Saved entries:
- - - - -

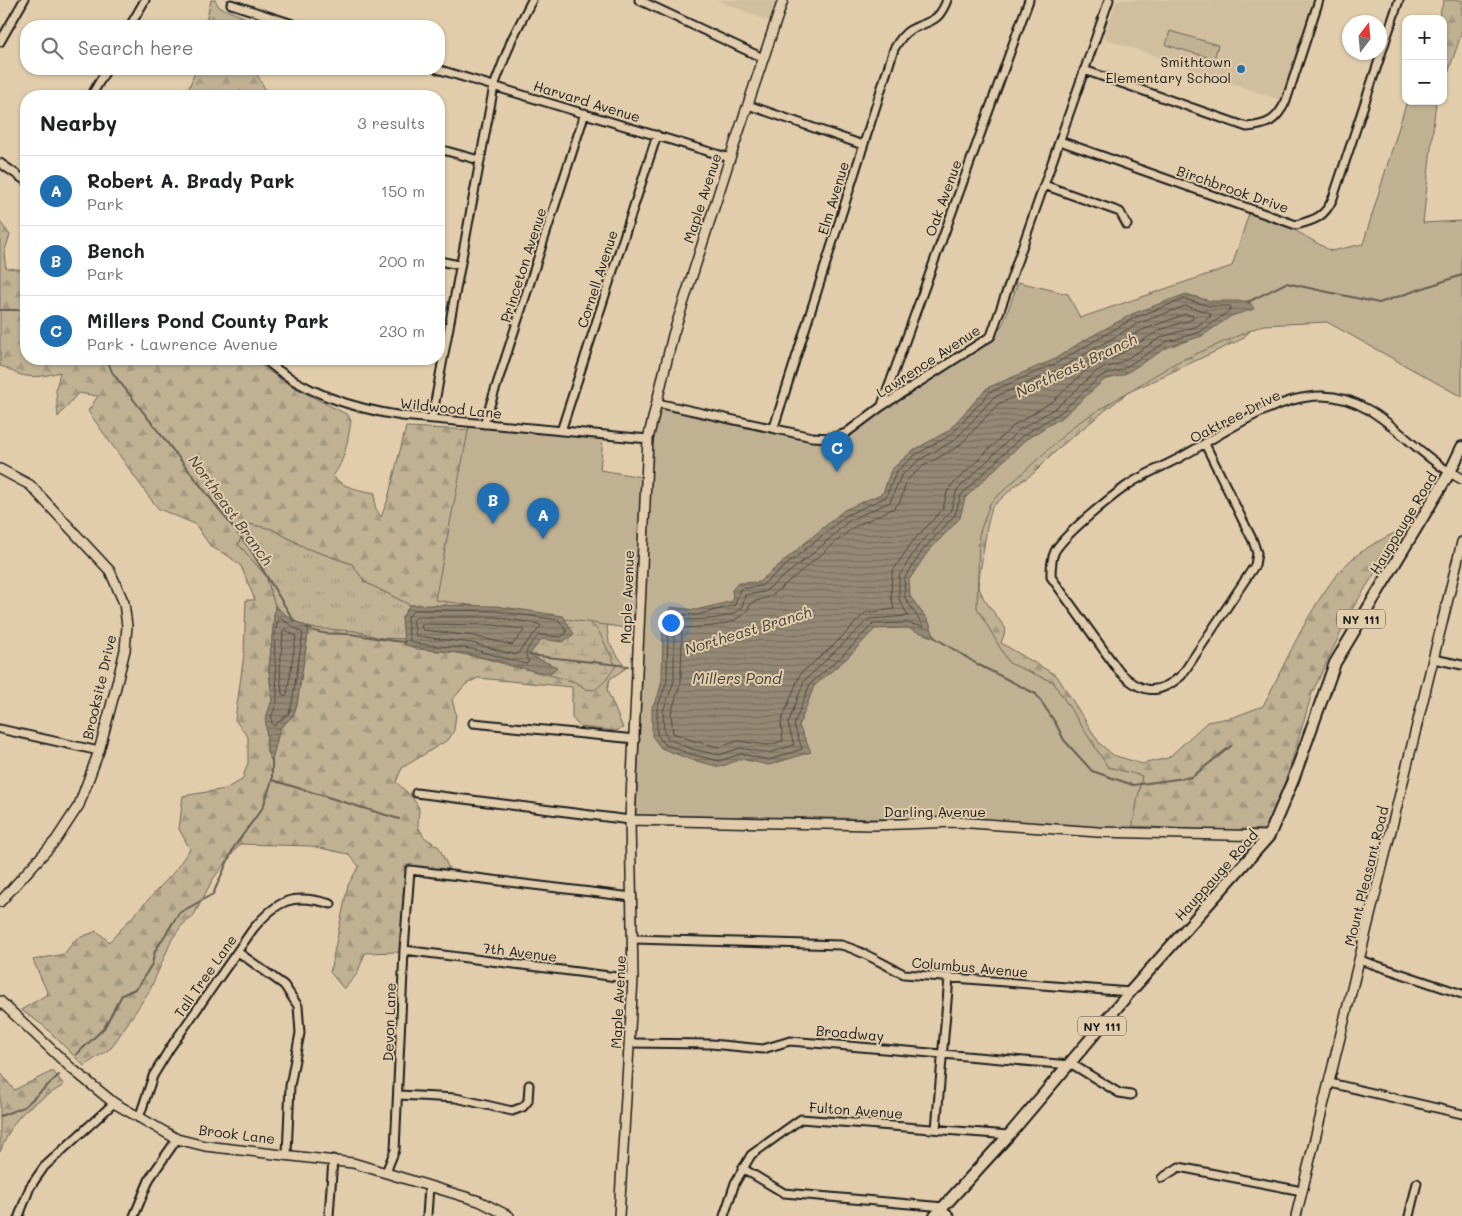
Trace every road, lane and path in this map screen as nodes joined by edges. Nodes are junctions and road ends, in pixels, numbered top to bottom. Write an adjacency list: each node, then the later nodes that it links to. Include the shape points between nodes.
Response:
1 (24, 0): 14 (street)
2 (145, 0): 12 (street)
3 (532, 0): 19 (street)
4 (639, 0): 15 (street)
5 (784, 0): 15 (street, Maple Avenue)
6 (947, 0): 25 (street, Elm Avenue, via 936,18 910,30 894,48)
7 (1029, 0): 39 (street, Oak Avenue)
8 (1108, 0): 16 (street, Lawrence Avenue)
9 (1319, 0): 16 (street, via 1286,101 1279,114 1264,126 1247,127)
10 (1399, 0): 24 (street, Birchbrook Drive, via 1333,198 1328,209 1316,220 1296,225)
11 (231, 4): 13 (street)
12 (133, 20)
13 (280, 20)
14 (0, 42)
15 (763, 58): 21 (street, Maple Avenue)
16 (1084, 70): 24 (street, Lawrence Avenue)
17 (445, 71): 19 (street, Harvard Avenue)
18 (103, 75): 20 (street)
19 (494, 86): 22 (street, Harvard Avenue); 28 (street)
20 (94, 90)
21 (748, 105): 25 (street); 27 (street, Maple Avenue)
22 (585, 113): 23 (street, Harvard Avenue); 41 (street, Princeton Avenue)
23 (657, 135): 27 (street, Harvard Avenue); 43 (street, Cornell Avenue)
24 (1060, 142): 31 (street, Lawrence Avenue)
25 (863, 145): 42 (street, Elm Avenue)
26 (445, 151): 28 (street)
27 (730, 158): 38 (street, Maple Avenue, via 673,335)
28 (479, 160): 34 (street)
29 (0, 163): 30 (street)
30 (20, 177)
31 (1044, 185): 32 (street, via 1120,212); 39 (street, Lawrence Avenue, via 991,336)
32 (1128, 225)
33 (445, 262): 34 (street)
34 (459, 265): 35 (street)
35 (445, 326)
36 (273, 365): 40 (street, Wildwood Lane, via 316,392 342,403 369,411)
37 (439, 365): 40 (street)
38 (657, 402): 42 (street, Lawrence Avenue); 44 (street, Maple Avenue)
39 (882, 406): 42 (street, Lawrence Avenue, via 846,432 831,438)
40 (432, 418): 41 (street, Wildwood Lane)
41 (484, 424): 43 (street, Wildwood Lane)
42 (774, 427)
43 (561, 431): 44 (street, Wildwood Lane)
44 (648, 439): 55 (street, Maple Avenue)
45 (1205, 444): 45 (street, Oaktree Drive, via 1257,553 1249,577 1182,675 1168,687 1150,690 1130,682 1118,670 1057,588 1051,577 1051,565 1054,552 1063,541 1126,486); 48 (street, Oaktree Drive, via 1268,410 1298,399 1323,396 1355,402 1382,417 1417,450)
46 (1462, 446): 48 (main road, Hauppauge Road / NY 111)
47 (0, 469): 56 (street, Brooksite Drive, via 40,494 110,571 119,587 127,626 125,650)
48 (1450, 472): 49 (street); 59 (main road, Hauppauge Road / NY 111, via 1335,662 1293,780)
49 (1462, 479)
50 (1462, 542): 51 (street, Mount Pleasant Road)
51 (1434, 659): 52 (street); 66 (street, Mount Pleasant Road)
52 (1462, 665)
53 (473, 723): 55 (street)
54 (0, 729): 56 (street)
55 (635, 739): 58 (street, Maple Avenue)
56 (99, 751): 61 (street, Brooksite Drive, via 79,806 56,840)
57 (416, 793): 58 (street)
58 (630, 820): 59 (street, Darling Avenue, via 873,826 956,822 1098,832); 60 (street, Maple Avenue)
59 (1269, 836): 69 (main road, Hauppauge Road / NY 111)
60 (632, 896): 63 (street, Maple Avenue); 64 (street, Devon Lane, via 410,870)
61 (0, 902)
62 (330, 904): 65 (street, Tall Tree Lane, via 298,898 280,903 267,912)
63 (634, 939): 67 (street, Columbus Avenue, via 841,945 863,951 904,974); 68 (street, Maple Avenue)
64 (404, 950): 68 (street, 7th Avenue); 77 (street, Devon Lane)
65 (238, 952): 81 (street, Tall Tree Lane, via 170,1048 154,1076); 85 (street, via 284,986 298,1006 300,1033 290,1086)
66 (1360, 960): 70 (street); 75 (street, Mount Pleasant Road)
67 (949, 978): 69 (street, Columbus Avenue); 73 (street)
68 (634, 979): 72 (street, Maple Avenue)
69 (1130, 992): 74 (main road, Hauppauge Road / NY 111)
70 (1462, 994)
71 (0, 1001): 79 (street, Brook Lane, via 71,1068)
72 (630, 1043): 73 (street, Broadway, via 711,1044 763,1049 790,1041); 99 (street, Maple Avenue)
73 (942, 1053): 74 (street, Broadway); 82 (street)
74 (1070, 1064): 78 (street, via 1120,1093); 83 (main road, Hauppauge Road / NY 111)
75 (1330, 1083): 80 (street); 92 (street, Mount Pleasant Road)
76 (529, 1085): 77 (street, via 528,1101 512,1111 456,1098)
77 (399, 1095): 88 (street, Devon Lane, via 395,1150)
78 (1132, 1095)
79 (114, 1103): 81 (street, Brook Lane); 94 (street, via 44,1167 30,1187)
80 (1462, 1114)
81 (138, 1118): 84 (street, Brook Lane)
82 (936, 1129): 83 (street, Fulton Avenue); 87 (street, Fulton Avenue, via 801,1119 762,1145)
83 (1009, 1135): 93 (main road, Hauppauge Road / NY 111)
84 (177, 1139): 85 (street, Brook Lane, via 205,1146); 95 (street, via 150,1178)
85 (287, 1154): 86 (street, Brook Lane)
86 (333, 1159): 88 (street, Brook Lane); 96 (street)
87 (742, 1168): 93 (street, via 784,1193); 100 (street, Fulton Avenue)
88 (386, 1172): 91 (street, Brook Lane)
89 (1162, 1178): 92 (street, via 1179,1167)
90 (1417, 1183): 102 (street)
91 (429, 1186): 97 (street); 98 (street, Brook Lane, via 479,1201)
92 (1302, 1191): 101 (street, Mount Pleasant Road)
93 (943, 1212)
94 (19, 1216)
95 (134, 1216)
96 (329, 1216)
97 (427, 1216)
98 (509, 1216)
99 (620, 1216)
100 (724, 1216)
101 (1296, 1216)
102 (1409, 1216)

- - - - -

The number alone is the answer: work out how many lines in the data contain "Lawrence".

Answer to the exercise:
6